── Supplied data

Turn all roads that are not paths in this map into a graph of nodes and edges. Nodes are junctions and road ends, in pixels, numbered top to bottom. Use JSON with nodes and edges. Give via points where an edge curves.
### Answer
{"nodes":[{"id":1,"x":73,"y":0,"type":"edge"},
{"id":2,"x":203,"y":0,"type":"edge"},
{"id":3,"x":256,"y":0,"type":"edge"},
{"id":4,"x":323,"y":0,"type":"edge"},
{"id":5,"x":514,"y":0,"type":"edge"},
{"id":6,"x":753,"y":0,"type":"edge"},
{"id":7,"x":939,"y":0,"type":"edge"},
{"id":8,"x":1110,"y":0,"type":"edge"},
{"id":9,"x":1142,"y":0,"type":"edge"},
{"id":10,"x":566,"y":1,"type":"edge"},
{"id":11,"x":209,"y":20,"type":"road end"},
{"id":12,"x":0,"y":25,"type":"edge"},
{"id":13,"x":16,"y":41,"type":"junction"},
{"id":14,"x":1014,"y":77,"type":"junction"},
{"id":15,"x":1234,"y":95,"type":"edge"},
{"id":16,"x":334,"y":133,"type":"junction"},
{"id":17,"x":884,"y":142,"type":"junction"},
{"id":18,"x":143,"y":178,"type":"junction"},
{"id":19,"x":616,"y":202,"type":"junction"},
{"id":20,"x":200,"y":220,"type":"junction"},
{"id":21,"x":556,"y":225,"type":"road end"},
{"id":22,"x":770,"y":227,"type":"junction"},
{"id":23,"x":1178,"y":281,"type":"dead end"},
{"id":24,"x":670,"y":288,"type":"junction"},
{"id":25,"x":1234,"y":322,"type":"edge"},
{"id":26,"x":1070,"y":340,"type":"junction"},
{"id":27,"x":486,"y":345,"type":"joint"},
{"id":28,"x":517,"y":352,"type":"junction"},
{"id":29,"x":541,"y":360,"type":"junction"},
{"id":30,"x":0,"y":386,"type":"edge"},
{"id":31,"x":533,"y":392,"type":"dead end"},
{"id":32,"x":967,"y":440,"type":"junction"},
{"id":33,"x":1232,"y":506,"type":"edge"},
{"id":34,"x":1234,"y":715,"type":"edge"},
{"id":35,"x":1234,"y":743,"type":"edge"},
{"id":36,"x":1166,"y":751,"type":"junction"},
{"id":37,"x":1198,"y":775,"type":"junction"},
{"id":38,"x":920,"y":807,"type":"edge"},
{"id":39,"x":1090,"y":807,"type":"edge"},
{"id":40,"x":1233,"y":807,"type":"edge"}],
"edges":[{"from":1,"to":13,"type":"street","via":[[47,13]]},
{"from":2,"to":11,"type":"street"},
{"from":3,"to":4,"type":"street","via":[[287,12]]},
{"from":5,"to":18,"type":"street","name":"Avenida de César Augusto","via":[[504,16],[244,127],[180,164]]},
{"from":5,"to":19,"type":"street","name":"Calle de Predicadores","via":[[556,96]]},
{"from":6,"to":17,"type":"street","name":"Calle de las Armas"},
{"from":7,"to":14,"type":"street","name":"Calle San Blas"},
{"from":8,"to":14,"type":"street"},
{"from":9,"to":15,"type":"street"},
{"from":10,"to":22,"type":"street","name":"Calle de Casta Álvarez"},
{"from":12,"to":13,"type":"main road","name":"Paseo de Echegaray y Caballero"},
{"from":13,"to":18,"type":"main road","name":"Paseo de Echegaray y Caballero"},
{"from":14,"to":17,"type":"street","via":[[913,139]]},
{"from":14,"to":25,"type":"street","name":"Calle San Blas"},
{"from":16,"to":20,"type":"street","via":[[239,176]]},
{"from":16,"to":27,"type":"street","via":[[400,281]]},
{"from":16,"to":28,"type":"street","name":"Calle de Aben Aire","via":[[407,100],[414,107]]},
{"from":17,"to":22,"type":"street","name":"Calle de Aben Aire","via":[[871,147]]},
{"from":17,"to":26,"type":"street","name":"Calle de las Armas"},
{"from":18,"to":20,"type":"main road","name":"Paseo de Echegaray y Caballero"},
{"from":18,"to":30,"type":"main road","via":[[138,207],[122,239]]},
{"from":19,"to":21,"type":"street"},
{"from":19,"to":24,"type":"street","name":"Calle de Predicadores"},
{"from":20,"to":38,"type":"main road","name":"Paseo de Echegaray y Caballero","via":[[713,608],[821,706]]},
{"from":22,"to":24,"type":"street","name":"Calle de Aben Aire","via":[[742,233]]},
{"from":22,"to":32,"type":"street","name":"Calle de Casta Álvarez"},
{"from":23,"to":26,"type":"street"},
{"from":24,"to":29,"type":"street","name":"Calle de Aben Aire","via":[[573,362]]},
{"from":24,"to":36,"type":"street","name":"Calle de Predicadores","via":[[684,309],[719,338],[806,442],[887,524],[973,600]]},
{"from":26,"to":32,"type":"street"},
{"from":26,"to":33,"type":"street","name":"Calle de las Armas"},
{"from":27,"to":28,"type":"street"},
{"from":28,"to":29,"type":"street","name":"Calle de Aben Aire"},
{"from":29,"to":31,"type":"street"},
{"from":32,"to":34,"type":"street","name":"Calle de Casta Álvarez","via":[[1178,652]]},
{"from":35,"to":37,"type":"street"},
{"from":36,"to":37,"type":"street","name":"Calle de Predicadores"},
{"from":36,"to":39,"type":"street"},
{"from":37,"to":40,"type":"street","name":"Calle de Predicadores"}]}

────

__Your assignment__: Copy out the lines of the data where the word "Predicadores" can be found.

__Solution__:
{"from":5,"to":19,"type":"street","name":"Calle de Predicadores","via":[[556,96]]},
{"from":19,"to":24,"type":"street","name":"Calle de Predicadores"},
{"from":24,"to":36,"type":"street","name":"Calle de Predicadores","via":[[684,309],[719,338],[806,442],[887,524],[973,600]]},
{"from":36,"to":37,"type":"street","name":"Calle de Predicadores"},
{"from":37,"to":40,"type":"street","name":"Calle de Predicadores"}]}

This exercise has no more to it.